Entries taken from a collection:
————

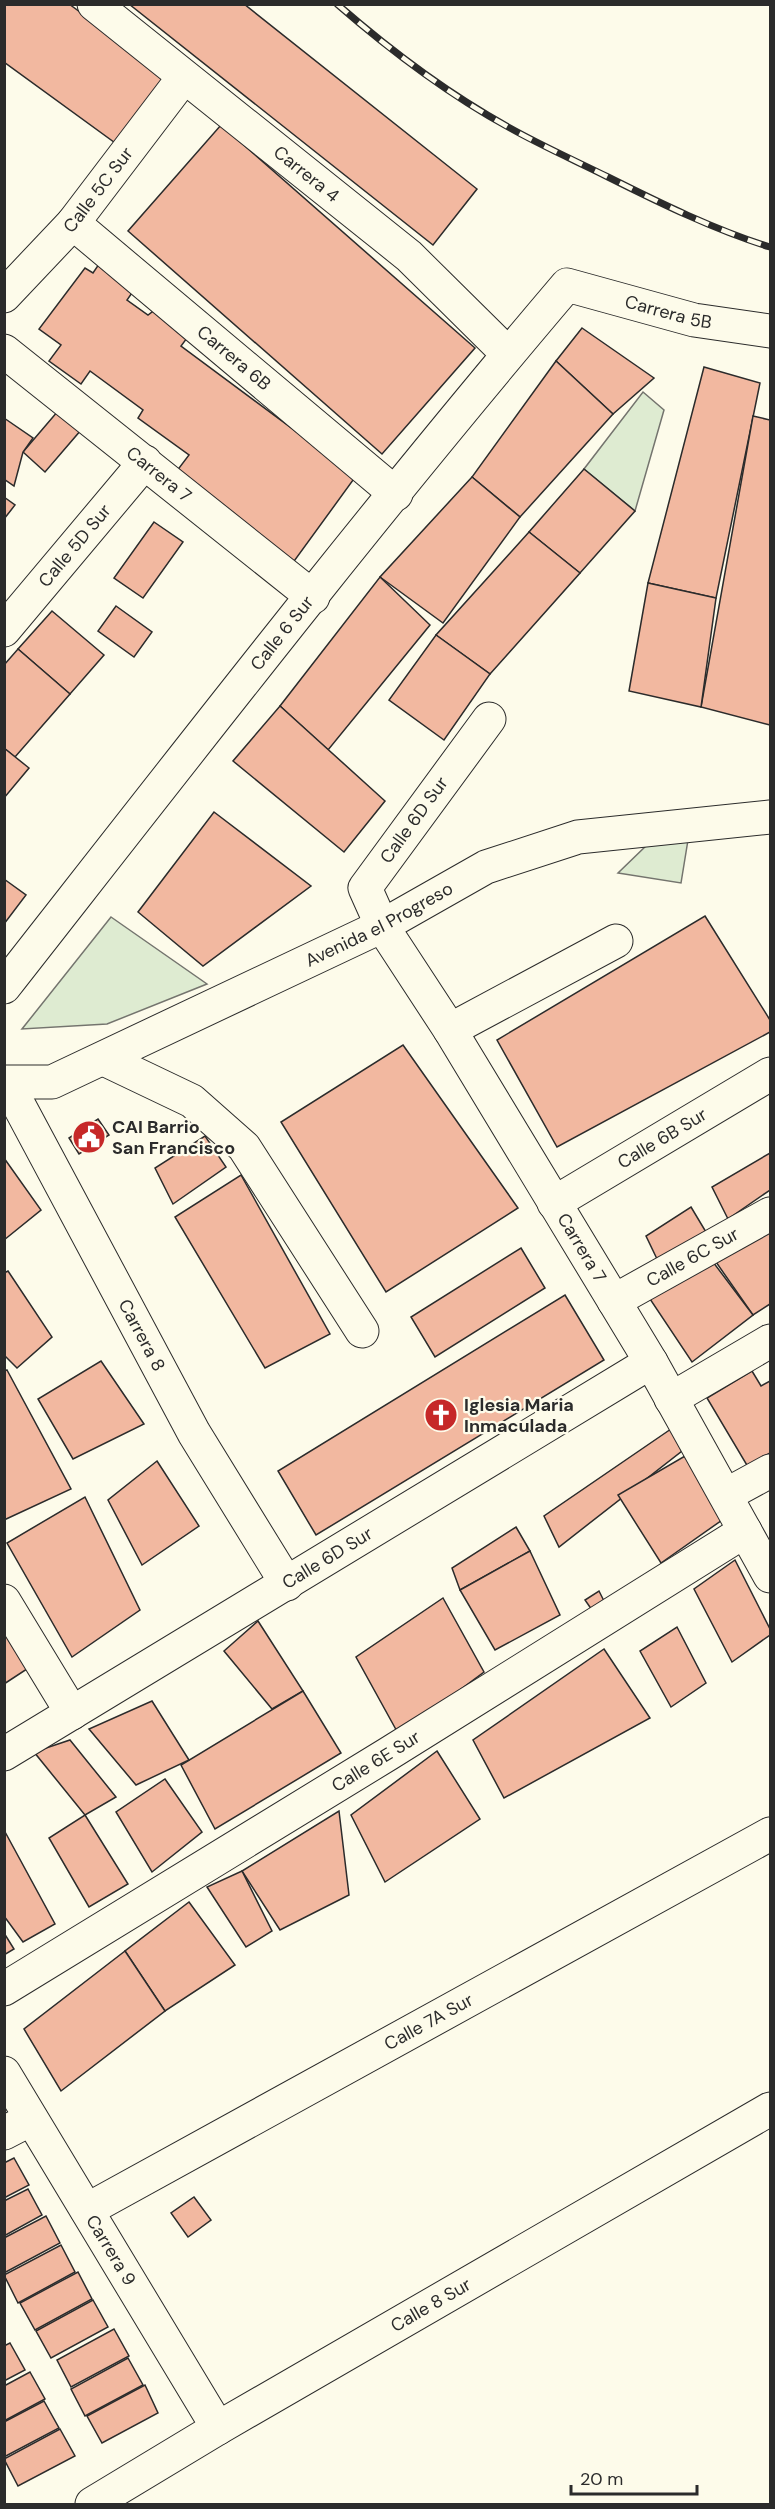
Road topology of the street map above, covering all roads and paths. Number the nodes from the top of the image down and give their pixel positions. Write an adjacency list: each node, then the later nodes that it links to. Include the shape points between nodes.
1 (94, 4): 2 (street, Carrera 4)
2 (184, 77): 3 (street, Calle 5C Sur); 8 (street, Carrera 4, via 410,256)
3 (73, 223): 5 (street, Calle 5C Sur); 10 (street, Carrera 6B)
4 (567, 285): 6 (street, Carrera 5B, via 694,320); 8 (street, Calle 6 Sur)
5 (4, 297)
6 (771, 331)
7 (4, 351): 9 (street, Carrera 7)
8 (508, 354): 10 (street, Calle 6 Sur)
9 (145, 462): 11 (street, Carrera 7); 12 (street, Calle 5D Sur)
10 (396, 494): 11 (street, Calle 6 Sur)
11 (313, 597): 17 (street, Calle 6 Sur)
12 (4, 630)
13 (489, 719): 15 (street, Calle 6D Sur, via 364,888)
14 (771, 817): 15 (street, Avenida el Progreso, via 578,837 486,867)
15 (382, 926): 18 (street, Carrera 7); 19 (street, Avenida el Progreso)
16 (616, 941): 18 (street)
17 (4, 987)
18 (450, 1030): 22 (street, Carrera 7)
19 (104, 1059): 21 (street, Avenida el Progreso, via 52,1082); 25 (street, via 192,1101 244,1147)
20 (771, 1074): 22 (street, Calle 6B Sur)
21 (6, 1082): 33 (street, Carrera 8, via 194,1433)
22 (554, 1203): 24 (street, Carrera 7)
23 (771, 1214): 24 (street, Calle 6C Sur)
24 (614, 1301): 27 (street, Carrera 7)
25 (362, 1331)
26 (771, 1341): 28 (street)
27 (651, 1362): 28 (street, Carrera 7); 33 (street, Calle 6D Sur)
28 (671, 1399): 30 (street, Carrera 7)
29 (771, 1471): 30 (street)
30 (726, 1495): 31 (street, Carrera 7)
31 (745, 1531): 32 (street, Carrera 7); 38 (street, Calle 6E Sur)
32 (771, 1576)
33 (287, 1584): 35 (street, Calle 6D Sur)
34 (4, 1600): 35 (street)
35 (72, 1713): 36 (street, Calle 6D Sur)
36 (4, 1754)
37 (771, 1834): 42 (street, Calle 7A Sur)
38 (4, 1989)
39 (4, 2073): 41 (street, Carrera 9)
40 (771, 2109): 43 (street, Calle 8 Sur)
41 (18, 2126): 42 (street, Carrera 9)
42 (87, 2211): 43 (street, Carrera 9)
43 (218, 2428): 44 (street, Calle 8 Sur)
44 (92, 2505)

————

Your task: The answer must consist of every line from the records above that holds "Avenida".

Exercise output:
14 (771, 817): 15 (street, Avenida el Progreso, via 578,837 486,867)
15 (382, 926): 18 (street, Carrera 7); 19 (street, Avenida el Progreso)
19 (104, 1059): 21 (street, Avenida el Progreso, via 52,1082); 25 (street, via 192,1101 244,1147)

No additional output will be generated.